Es la arquitectura de remesas, el mayor motor de la economía guatemalteca y que el año pasado, pese a la pandemia, volvió a romper récord con más de 11.340 millones de dólares enviados.

(Foto: EFE)

María Isidro Díaz, madre de Rubesly Elías Tomás Isidro, una de las víctimas, dijo a medios guatemaltecos e internacionales que pagó 15 mil quetzales al “coyote” y que además a Rubesly le robaron otros 2 mil quetzales antes de que el grupo del crimen organizado acabara con su vida.

Lo último que le dijo Rubesly, contó, fue: “Estamos aquí (en Camargo), mañana vamos a llegar a la frontera.
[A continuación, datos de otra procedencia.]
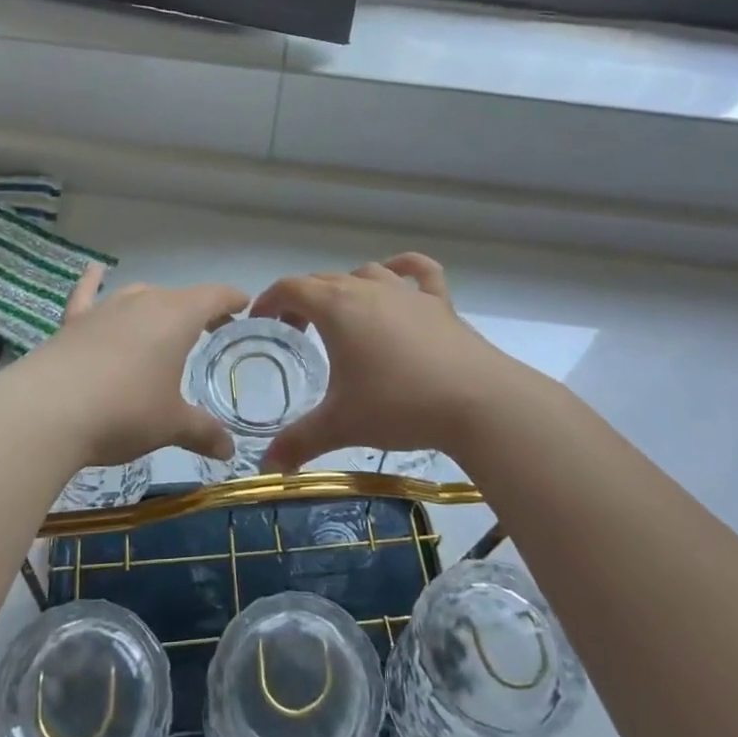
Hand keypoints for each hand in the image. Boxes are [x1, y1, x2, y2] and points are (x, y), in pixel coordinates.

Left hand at [9, 265, 248, 469]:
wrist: (47, 411)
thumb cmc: (124, 412)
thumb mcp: (171, 425)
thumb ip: (203, 432)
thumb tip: (229, 450)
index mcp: (176, 317)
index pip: (214, 296)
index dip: (232, 299)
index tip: (243, 305)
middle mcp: (143, 302)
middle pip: (178, 296)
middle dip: (197, 309)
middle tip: (209, 329)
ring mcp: (105, 309)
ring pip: (138, 295)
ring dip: (155, 305)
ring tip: (163, 321)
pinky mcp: (72, 322)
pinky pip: (87, 294)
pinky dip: (93, 281)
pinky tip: (96, 270)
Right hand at [248, 254, 522, 471]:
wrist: (477, 402)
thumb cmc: (398, 406)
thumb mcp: (341, 425)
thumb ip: (298, 442)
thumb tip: (268, 468)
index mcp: (336, 308)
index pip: (290, 288)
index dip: (269, 301)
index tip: (260, 322)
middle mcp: (368, 289)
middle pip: (323, 279)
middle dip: (301, 299)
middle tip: (295, 331)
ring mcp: (406, 292)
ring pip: (366, 273)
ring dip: (346, 287)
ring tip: (341, 314)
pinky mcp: (439, 303)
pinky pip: (419, 271)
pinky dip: (403, 268)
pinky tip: (397, 276)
Voy a apagar mi teléfono y la llamo estando allá”. Luego se enteró que les habían quitado el teléfono y robado el dinero que llevaba consigo.

(Foto: EFE)

Otra víctima de la masacre fue Edgar López y López, de 50 años y que había vivido los últimos 30 en Estados Unidos como indocumentado. Hace cinco meses había sido deportado tras el endurecimiento de medidas antimigratorias del entonces presidente Donald Trump y, al hallarse de vuelta en Comitancillo, prefirió volver a su otra vida, la que había amasado ya en el país norteamericano.

Similares escenas de dolor y llanto se vivieron Concepción Tutuapa, Sipacapa y Concepción Tutuapa, también en San Marcos, así como en Granados, Baja Verapaz, de donde era el resto de los migrantes ejecutados.

Intensa migración

Cada año más de 200 mil guatemaltecos intentan emigrar ilegalmente a Estados Unidos, donde radican tres millones de sus compatriotas, en busca de mejores condiciones de vida y para huir de la violencia y la pobreza.